The Buddha renounced his worldly circumstance of birth as well as the maintenance of that lifestyle. He also exhorted the now world-renowned teaching of attaining perfect enlightenment by means of criticism and purification. There are individuals called “friends who lead one to Buddhism by means of teaching” (kaylana-mitra) and the Buddha is seen as the epitome of this by intellectuals. According to intellectuals, the renunciation of his social position and its constraints on thought and ways of life allowed him to alter his views of self and society, remaking and purifying it down to its base point, discovering true reality (主髄) in wisdom (prajna).
Hisamatsu Shin’ichi and Nishitani Kenji, 2 Phd’s representing the FAS Zen Institute, are the epitome of modern intellectual organizations.

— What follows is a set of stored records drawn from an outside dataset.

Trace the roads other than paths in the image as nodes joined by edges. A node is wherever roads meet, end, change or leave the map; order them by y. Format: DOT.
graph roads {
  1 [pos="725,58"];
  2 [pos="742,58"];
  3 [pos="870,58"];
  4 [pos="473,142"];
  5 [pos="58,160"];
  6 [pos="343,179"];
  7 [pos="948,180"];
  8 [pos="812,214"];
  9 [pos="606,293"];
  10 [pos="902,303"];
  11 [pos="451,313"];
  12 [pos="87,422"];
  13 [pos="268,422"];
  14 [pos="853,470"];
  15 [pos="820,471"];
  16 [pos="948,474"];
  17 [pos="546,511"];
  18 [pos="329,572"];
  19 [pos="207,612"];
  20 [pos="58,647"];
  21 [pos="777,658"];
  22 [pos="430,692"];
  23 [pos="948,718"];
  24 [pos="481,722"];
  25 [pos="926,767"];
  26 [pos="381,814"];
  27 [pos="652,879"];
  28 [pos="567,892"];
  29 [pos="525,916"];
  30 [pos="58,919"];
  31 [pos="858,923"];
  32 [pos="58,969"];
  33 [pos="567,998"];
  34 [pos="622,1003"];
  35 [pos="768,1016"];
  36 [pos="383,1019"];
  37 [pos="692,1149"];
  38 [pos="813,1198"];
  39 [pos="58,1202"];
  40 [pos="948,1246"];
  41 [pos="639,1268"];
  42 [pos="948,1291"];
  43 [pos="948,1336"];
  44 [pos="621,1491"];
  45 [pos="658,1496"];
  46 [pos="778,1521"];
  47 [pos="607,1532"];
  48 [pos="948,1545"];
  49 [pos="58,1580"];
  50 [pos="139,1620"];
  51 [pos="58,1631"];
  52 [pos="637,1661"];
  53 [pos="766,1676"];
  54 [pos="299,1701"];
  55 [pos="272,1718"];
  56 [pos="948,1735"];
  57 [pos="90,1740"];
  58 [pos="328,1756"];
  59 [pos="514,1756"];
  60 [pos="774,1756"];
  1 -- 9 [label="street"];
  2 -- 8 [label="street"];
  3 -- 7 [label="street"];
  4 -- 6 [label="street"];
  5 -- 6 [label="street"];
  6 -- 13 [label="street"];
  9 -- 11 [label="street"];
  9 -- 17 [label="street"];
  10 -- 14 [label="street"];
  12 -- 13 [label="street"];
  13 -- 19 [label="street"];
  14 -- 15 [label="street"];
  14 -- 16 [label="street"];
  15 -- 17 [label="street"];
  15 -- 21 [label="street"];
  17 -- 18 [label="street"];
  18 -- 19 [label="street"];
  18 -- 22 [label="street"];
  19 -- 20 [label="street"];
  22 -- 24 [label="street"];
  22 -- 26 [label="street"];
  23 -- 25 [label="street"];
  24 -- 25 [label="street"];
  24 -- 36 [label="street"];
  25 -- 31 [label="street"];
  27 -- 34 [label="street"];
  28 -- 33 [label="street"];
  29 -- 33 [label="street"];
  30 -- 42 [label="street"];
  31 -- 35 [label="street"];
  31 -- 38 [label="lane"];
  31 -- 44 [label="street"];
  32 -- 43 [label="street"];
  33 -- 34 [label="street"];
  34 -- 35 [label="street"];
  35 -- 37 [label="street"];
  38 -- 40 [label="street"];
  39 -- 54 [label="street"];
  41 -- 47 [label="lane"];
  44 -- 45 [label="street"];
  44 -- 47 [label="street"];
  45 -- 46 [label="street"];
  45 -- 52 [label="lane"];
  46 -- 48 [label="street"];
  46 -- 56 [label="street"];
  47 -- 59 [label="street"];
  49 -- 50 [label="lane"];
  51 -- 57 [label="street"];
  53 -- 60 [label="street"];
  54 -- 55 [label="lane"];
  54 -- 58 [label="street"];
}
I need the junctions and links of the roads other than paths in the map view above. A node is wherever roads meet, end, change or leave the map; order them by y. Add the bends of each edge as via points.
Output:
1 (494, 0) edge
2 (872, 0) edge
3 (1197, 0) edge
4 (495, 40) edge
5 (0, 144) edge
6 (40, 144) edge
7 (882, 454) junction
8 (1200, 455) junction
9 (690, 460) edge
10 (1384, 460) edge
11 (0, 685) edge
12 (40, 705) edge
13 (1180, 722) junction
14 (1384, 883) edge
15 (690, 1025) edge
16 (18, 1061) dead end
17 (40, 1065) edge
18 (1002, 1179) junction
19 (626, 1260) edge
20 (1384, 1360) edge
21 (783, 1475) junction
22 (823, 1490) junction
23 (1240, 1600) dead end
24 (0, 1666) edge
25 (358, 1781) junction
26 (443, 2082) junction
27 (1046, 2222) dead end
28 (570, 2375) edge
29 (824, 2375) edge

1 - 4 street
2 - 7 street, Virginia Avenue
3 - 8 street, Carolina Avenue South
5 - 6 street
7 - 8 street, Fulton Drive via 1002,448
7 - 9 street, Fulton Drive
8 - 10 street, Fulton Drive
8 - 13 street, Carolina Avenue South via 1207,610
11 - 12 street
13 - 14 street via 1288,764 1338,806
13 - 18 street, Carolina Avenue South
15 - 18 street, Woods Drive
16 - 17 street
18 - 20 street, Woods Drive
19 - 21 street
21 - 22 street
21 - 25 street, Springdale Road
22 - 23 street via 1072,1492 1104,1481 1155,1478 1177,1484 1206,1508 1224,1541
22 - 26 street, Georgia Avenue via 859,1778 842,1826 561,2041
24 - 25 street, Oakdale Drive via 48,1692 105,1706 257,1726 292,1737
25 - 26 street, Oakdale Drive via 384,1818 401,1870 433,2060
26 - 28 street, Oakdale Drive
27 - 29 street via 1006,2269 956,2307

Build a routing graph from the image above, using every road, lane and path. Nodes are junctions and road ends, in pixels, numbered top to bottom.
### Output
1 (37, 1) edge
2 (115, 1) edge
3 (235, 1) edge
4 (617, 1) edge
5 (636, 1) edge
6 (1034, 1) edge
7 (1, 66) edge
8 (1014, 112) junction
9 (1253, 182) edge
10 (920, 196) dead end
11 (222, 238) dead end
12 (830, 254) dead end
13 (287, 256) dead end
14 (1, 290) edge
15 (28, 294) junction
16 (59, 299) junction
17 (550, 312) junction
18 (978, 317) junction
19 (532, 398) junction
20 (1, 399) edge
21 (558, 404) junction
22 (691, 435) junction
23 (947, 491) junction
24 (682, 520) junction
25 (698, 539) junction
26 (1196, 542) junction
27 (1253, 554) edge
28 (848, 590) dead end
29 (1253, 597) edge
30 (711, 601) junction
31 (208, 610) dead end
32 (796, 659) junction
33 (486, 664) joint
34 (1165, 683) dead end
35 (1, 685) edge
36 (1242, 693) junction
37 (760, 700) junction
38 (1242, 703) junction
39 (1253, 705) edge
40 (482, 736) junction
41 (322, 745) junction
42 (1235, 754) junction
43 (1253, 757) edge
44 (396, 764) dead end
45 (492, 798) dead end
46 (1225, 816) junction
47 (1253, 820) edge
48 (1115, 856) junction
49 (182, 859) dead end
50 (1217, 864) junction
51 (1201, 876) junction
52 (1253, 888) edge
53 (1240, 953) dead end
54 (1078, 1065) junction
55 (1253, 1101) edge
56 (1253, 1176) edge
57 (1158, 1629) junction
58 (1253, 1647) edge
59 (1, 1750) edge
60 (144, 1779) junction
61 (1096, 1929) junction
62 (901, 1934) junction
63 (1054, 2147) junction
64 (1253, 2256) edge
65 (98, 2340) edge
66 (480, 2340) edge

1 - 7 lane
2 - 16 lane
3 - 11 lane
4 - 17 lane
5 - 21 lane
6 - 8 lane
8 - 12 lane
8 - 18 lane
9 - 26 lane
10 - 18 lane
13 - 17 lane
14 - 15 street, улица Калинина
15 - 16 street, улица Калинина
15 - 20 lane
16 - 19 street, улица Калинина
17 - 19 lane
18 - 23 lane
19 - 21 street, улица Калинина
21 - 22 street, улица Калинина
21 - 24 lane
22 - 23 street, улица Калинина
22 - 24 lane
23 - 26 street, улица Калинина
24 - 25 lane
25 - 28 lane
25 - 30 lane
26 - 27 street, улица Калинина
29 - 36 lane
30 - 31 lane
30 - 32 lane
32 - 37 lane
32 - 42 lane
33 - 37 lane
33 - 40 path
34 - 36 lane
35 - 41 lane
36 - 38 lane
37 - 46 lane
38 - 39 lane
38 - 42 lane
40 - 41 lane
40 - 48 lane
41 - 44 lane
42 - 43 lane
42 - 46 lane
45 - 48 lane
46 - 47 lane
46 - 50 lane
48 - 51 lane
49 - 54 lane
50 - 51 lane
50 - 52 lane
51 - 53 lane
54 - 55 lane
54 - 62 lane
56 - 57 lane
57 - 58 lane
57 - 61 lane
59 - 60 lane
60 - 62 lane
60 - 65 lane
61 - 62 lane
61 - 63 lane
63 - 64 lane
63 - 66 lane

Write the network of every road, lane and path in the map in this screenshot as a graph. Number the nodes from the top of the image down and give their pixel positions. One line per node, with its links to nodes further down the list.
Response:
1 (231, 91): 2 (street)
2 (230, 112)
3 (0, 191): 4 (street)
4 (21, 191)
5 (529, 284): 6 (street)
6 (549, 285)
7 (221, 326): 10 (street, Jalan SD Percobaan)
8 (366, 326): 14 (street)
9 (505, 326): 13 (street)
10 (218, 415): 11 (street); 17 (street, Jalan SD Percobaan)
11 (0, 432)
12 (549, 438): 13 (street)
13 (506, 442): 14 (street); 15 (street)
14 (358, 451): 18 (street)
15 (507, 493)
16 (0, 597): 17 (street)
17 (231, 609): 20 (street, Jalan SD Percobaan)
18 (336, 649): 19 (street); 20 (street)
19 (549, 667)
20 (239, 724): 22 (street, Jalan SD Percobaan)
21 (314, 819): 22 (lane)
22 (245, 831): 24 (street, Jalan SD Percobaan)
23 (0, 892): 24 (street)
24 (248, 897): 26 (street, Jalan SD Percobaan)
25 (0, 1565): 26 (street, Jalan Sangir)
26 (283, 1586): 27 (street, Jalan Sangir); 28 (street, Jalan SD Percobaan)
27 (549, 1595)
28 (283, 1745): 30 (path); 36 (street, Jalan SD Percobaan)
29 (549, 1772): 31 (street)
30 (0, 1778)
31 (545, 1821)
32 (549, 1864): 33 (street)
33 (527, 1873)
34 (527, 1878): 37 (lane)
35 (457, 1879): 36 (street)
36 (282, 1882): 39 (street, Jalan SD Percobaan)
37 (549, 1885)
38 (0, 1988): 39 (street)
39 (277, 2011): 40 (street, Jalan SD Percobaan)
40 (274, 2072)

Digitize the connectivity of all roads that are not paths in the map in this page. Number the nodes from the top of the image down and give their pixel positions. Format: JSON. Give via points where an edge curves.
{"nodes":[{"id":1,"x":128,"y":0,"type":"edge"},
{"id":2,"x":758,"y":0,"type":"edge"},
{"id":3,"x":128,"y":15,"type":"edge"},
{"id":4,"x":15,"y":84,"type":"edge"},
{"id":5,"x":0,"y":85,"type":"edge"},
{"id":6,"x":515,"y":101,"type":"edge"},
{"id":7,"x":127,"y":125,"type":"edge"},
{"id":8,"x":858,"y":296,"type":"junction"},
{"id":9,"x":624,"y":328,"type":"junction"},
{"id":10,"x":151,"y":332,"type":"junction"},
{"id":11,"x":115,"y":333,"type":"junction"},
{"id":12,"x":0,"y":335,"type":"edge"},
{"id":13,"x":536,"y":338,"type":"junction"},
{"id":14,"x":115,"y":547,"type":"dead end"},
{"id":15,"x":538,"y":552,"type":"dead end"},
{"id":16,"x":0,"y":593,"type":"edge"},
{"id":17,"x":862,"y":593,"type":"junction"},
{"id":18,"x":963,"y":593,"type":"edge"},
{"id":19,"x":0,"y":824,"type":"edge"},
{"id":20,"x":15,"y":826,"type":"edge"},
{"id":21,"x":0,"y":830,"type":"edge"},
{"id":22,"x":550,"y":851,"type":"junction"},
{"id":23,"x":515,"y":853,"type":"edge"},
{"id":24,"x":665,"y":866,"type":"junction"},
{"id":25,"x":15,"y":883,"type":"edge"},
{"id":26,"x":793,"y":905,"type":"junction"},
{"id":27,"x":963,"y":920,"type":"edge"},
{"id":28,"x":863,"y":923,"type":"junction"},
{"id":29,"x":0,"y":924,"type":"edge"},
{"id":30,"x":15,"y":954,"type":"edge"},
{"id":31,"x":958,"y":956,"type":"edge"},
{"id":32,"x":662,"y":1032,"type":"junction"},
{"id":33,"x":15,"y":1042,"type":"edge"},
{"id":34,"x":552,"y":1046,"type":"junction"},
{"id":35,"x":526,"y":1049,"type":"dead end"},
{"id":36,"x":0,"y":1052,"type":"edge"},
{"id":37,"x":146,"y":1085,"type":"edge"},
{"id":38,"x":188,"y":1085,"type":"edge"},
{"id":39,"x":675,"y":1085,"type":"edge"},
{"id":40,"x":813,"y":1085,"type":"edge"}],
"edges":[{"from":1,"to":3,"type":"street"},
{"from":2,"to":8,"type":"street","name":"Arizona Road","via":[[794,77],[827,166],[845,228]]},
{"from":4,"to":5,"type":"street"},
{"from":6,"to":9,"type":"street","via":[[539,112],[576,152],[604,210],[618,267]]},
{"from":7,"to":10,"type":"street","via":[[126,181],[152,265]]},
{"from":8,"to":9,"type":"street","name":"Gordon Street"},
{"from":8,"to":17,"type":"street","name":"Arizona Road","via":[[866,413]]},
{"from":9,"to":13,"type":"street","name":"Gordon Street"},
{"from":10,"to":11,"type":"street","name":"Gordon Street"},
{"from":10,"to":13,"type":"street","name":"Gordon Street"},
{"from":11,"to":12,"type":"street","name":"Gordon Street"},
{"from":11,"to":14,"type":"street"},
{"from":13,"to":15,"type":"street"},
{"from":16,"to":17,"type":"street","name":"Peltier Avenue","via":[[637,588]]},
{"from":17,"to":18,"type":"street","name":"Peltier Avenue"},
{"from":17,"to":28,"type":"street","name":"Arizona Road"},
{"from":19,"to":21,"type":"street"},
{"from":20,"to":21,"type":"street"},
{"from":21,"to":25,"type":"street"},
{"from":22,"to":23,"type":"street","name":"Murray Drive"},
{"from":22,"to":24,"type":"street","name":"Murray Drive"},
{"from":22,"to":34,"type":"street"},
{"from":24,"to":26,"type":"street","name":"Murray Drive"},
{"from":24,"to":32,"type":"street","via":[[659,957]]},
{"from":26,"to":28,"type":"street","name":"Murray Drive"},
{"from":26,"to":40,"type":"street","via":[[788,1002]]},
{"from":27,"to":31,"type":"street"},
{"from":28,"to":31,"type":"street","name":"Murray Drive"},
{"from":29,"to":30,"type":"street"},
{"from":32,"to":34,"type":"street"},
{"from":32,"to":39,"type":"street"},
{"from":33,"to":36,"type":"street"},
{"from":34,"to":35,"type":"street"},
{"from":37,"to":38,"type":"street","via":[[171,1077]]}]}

On the 8th of April, 1963, this organization published “An Appeal for an Ethic of All Mankind”, pointing out the origin of “egoism” in groups ready to pounce during times of nations being at war, ethnic conflicts, and people’s liberation struggles and besides, and of these groups the presence of morally and intellectually balanced persons (zenjin), using zenjin like ethics zenjinly for zenjin purposes to establish zenjin like political systems, demanding all of these groups to “look at your feet”[1]. This appeal addresses the most important issues of the day, among them, the harsh realities of the Sino-Soviet split, the American invasion of Vietnam, and the USSR’s invasion of Czechoslovakia, with no reconciliation in sight. However, the philosopher Mr. Yanagida Kenjuurou has a criticism of this declaration. (“Zen and its Criticisms” published by Sobunsha, in the collection Criticism of Modern Religion). To put it very simply, it is a negative criticism of the effectiveness of FAS methods to oppose modern evils. “The present society’s class system must be immediately left behind, that is, class egoism must be gotten rid of, furthermore, this utopian socialism is just that, a utopian fantasy.” (Cited in the text, page 52)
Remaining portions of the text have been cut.